Python Scrapy &屈服 [英] Python Scrapy & Yield

查看:36
本文介绍了Python Scrapy &屈服的处理方法,对大家解决问题具有一定的参考价值,需要的朋友们下面随着小编来一起学习吧!

问题描述

我目前正在第一次使用 Scrapy 开发刮刀,我也是第一次使用 Yield.我仍在努力解决收益问题.

I am currently developing a scraper using Scrapy for the first time and I am using Yield for the first time as well. I am still trying to wrap my head around yield.

刮板:

  • 抓取一页以获取日期列表(解析)
  • 使用这些日期来格式化 URL,然后抓取 (parse_page_contents)
  • 在此页面上,它会查找每个列表的 URL 并抓取各个列表 (parse_page_listings)
  • 在个人列表中,我想提取所有数据.每个单独的列表上还有 4 个链接,其中包含更多数据.(parse_individual_listings)

我正在努力理解如何将来自 parse_individual_tabs 和 parse_individual_listings 的 JSON 组合成一个 JSON 字符串.这将是每个单独列表的一个,并将被发送到 API.即使只是暂时打印它也可以.

I am struggling to understand how to combine the JSON from parse_individual_tabs and parse_individual_listings into one JSON string. This will be one for each individual listing and will be sent to an API. Even just printing it for the time being will work.
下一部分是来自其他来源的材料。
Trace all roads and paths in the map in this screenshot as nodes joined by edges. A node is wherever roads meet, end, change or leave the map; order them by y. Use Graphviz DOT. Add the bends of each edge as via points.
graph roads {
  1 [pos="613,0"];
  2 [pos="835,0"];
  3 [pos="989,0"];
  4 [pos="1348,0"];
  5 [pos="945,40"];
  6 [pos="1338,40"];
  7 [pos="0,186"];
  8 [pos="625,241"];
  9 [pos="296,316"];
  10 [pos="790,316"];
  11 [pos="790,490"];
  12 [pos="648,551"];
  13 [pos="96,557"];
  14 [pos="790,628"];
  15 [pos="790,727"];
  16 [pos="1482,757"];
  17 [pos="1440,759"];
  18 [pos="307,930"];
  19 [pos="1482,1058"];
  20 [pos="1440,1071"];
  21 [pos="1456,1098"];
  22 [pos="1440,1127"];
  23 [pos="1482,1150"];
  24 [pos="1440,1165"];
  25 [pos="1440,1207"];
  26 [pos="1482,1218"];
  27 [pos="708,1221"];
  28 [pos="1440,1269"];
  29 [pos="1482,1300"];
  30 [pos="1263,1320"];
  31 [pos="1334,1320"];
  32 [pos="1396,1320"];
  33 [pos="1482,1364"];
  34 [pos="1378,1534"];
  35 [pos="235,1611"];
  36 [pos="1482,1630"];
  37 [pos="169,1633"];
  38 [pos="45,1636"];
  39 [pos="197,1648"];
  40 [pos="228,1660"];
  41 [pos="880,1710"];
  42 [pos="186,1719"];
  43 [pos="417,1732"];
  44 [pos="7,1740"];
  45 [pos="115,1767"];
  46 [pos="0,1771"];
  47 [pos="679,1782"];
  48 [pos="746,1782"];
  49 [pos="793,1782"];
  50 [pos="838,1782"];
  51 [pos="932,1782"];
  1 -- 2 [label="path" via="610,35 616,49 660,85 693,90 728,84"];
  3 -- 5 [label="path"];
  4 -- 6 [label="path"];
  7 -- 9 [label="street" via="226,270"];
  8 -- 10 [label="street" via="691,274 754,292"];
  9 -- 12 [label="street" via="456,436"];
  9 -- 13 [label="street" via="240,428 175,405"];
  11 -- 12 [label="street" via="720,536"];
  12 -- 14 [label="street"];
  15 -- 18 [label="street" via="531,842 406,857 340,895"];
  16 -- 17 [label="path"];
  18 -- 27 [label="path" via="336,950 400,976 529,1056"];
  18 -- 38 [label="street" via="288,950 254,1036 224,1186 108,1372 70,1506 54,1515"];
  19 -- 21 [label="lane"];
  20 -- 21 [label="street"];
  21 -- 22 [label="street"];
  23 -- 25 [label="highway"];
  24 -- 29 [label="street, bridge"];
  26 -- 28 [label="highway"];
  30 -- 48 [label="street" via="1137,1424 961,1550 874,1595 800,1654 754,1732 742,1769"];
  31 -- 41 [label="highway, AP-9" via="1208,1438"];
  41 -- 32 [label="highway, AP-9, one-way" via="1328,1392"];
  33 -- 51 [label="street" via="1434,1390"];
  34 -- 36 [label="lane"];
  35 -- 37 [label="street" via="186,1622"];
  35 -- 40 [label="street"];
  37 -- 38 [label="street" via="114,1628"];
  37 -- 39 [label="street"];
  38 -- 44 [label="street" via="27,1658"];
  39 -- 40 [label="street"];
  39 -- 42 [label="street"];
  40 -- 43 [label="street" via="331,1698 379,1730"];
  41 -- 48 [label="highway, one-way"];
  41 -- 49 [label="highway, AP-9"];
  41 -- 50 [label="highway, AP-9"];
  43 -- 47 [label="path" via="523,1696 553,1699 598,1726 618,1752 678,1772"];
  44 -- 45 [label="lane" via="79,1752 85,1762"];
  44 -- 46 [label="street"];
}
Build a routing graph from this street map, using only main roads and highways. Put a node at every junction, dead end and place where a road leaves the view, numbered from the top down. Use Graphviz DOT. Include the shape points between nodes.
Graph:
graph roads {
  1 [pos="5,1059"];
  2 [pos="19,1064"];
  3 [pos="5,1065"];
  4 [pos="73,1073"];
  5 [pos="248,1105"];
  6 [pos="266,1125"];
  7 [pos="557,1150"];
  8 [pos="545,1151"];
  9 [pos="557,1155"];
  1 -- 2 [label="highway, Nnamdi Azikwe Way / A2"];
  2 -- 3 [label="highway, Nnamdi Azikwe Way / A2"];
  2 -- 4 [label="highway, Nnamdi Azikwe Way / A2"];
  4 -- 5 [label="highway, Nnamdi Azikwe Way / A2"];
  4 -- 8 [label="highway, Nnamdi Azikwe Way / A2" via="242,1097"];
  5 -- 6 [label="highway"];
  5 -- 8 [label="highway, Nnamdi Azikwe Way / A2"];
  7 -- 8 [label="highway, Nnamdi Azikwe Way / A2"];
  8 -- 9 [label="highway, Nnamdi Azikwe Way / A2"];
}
    class MySpider(scrapy.Spider):
    name = "myspider"

    start_urls = [
            '',
    ]


    def parse(self, response):
        rows = response.css('table.apas_tbl tr').extract()
        for row in rows[1:]:
            soup = BeautifulSoup(row, 'lxml')
            dates = soup.find_all('input')
            url = ""
            yield scrapy.Request(url, callback=self.parse_page_contents)

    def parse_page_contents(self, response):
        rows = response.xpath('//div[@id="apas_form"]').extract_first()
        soup = BeautifulSoup(rows, 'lxml')
        pages = soup.find(id='apas_form_text')
        urls = []
        urls.append(response.url)
        for link in pages.find_all('a'):
            urls.append('/'.format(link['href']))

        for url in urls:
             yield scrapy.Request(url, callback=self.parse_page_listings)

    def parse_page_listings(self, response):
        rows = response.xpath('//div[@id="apas_form"]').extract_first()
        soup = BeautifulSoup(rows, 'lxml')
        resultTable = soup.find("table", { "class" : "apas_tbl" })

        for row in resultTable.find_all('a'):
            url = ""
            yield scrapy.Request(url, callback=self.parse_individual_listings)


    def parse_individual_listings(self, response): 
        rows = response.xpath('//div[@id="apas_form"]').extract_first() 
        soup = BeautifulSoup(rows, 'lxml')
        fields = soup.find_all('div',{'id':'fieldset_data'})
        for field in fields:
            print field.label.text.strip()
            print field.p.text.strip()

        tabs = response.xpath('//div[@id="tabheader"]').extract_first() 
        soup = BeautifulSoup(tabs, 'lxml')
        links = soup.find_all("a")
       for link in links:
            yield scrapy.Request( urlparse.urljoin(response.url, link['href']), callback=self.parse_individual_tabs)

致:

def parse_individual_listings(self, response): 
    rows = response.xpath('//div[@id="apas_form"]').extract_first() 
    soup = BeautifulSoup(rows, 'lxml')
    fields = soup.find_all('div',{'id':'fieldset_data'})
    data = {}
    for field in fields:
        data[field.label.text.strip()] = field.p.text.strip()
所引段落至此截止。